In the midst of the tightly-bunched currency field, the USD, EUR, JPY, CAD, AUD and SEK were just about unchanged against one another, 0.2% behind the GBP. So it was a win for sterling, the second in five days, but not exactly a famous victory. The NIESR failed to come out with its GDP estimate for the January quarter (it is now pencilled in for Friday) so there were no UK ecostats until the RICS housing price balance appeared at midnight. At 50%, the headline reading indicated that prices were neither rising nor falling.
In his online “Mansion House” speech, the Bank of England Governor focused on “the future of financial services, and the important role they play in our economy and internationally”. Not for the first time, Andrew Bailey made the case that Britain should avoid any temptation to line up regulation of the City solely with the EU’s rules: “This must be a global, not a regional, regime to be effective.” The governor made no mention of monetary policy.
Wednesday’s supposedly headline act, the US consumer price index data, failed to grip its audience. Prices went up by 0.3% in January and they were 1.4% higher on the year both with and without food and energy.
For many commentators, the takeaway from the inflation data was an almost surly acknowledgment that inflation remains low, “for now”. The idea of an inflationary spike just around the corner has gained credibility in the last couple of weeks, to the extent that key figures such as Bill Dudley are feeling the need to warn about it.
Others disagree, notably those at the axis of Federal Reserve policy-setting. Chairman Jerome Powell said in a speech last night that employment, not inflation is the central bank’s priority at the moment. Interest rates will not begin to rise until the objective of “broad and inclusive” full employment has been met.
Output, trade and growth
Sterling’s big day comes on Friday, with UK data for manufacturing and industrial production, the balance of trade and fourth quarter gross domestic product. The focus today will probably be the weekly US jobless claims numbers.

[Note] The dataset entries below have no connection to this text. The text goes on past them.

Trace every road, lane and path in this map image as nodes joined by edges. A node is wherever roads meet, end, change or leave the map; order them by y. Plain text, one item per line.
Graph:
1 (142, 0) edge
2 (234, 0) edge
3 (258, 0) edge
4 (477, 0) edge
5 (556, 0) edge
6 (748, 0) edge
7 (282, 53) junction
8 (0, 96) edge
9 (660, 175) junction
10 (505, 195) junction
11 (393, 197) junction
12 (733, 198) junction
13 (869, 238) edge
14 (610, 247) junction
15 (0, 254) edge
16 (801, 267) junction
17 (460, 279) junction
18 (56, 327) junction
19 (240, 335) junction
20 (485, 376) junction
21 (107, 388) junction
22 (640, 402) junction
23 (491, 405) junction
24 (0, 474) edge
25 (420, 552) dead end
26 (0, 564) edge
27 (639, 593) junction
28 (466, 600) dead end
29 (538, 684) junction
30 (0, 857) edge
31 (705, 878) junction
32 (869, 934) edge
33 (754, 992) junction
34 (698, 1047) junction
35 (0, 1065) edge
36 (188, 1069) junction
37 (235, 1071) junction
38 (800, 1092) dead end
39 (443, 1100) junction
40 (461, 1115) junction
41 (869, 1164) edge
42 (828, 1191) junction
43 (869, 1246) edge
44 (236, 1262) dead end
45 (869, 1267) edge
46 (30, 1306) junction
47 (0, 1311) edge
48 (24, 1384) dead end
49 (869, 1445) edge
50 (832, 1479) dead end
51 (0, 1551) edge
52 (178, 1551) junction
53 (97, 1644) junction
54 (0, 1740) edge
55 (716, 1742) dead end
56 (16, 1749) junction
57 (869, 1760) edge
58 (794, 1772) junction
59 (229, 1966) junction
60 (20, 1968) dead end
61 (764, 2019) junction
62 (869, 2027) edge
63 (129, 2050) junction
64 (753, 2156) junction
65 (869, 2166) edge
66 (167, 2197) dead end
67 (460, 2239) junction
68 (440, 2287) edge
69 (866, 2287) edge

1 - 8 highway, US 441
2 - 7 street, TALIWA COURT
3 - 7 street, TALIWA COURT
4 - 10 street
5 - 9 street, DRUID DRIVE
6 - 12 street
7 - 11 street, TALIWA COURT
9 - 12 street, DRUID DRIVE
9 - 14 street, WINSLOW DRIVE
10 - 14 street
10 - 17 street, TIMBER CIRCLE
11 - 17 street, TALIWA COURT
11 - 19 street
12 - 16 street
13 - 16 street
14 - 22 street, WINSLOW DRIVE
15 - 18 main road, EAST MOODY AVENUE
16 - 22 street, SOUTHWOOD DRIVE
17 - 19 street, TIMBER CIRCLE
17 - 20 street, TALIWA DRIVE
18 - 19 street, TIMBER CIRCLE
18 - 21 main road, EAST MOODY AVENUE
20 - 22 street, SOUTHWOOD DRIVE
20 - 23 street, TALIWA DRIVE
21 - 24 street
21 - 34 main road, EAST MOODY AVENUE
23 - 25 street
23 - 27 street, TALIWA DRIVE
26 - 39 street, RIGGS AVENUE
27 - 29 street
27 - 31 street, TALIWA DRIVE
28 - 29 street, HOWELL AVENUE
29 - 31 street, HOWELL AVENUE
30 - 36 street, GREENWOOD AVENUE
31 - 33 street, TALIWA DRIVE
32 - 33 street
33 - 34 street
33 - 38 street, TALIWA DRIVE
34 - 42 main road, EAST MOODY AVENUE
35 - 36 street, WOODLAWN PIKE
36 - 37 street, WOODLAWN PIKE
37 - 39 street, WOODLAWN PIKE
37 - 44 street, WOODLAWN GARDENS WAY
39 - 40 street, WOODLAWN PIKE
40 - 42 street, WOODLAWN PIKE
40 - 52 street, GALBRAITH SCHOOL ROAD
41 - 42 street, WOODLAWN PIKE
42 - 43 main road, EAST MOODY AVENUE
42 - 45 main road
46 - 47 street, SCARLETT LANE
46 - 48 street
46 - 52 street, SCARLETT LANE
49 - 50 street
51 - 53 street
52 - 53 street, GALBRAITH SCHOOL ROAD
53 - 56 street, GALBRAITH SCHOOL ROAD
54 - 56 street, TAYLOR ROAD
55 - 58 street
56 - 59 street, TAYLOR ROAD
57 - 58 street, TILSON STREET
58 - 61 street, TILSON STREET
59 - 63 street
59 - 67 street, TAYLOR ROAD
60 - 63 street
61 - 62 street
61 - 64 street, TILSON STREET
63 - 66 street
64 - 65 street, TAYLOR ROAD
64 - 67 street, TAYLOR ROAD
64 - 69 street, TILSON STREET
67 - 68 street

Today began with unremarkable data for NZ electronic card retain sales and German wholesale prices. Sales were up by 1.9% and prices were flat on the year. Analysts expect to see 757k new US jobless claims and 4.5 million continuing claims.
New Zealand opens the batting on Friday with the Business NZ performance of manufacturing index. Australia follows with new home sales for January. The swath of UK ecostats appears at the Covid-adjusted time of 0700h, accompanied by Norwegian fourth quarter GDP. There are inflation figures from Switzerland and Spain. North America offers Canadian wholesale sales and the provisional Michigan index of consumer sentiment.